**Goal of the exercise**
Take each line of the data that contains the string "Arizona" and copy it.
------
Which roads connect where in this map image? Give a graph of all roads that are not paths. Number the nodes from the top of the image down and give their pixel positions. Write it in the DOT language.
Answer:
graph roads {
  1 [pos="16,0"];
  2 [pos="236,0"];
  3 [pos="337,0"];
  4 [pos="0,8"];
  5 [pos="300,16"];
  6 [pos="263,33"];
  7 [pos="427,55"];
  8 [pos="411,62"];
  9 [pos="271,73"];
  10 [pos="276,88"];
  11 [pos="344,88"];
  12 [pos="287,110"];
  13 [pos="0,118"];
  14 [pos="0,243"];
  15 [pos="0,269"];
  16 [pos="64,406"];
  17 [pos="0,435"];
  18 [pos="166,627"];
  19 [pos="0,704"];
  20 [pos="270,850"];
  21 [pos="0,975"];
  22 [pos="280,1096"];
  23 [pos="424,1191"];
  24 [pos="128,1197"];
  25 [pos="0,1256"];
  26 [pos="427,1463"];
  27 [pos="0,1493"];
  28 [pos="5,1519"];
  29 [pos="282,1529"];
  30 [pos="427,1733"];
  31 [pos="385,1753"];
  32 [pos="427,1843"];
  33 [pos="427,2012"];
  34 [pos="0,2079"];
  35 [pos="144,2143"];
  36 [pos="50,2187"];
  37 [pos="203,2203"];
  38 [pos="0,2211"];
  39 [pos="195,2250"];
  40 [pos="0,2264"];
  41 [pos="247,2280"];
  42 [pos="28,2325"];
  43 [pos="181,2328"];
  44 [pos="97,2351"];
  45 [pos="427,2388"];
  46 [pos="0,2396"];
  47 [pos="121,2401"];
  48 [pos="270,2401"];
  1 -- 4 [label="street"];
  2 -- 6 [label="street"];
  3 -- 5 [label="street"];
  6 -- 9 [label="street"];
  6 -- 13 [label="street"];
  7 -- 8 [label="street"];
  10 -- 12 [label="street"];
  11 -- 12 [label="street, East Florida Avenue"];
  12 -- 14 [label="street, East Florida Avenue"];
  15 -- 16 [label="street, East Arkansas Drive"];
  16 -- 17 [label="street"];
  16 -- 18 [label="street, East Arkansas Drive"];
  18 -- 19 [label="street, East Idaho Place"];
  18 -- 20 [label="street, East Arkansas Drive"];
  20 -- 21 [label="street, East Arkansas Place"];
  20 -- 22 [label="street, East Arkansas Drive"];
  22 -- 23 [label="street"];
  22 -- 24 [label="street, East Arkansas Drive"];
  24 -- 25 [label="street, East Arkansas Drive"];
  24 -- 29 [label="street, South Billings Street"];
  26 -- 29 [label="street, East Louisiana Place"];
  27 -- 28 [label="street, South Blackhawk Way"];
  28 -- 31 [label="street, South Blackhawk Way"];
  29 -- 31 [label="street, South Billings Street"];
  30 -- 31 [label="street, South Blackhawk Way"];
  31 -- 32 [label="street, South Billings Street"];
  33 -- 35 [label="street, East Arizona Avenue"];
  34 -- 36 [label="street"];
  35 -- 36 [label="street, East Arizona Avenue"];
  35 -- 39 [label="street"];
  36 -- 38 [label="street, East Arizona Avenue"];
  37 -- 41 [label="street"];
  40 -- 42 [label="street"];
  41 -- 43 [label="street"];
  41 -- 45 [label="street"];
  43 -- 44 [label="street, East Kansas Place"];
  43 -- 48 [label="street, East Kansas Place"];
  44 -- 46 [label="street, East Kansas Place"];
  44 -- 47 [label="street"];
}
------
**Exercise answer**
  33 -- 35 [label="street, East Arizona Avenue"];
  35 -- 36 [label="street, East Arizona Avenue"];
  36 -- 38 [label="street, East Arizona Avenue"];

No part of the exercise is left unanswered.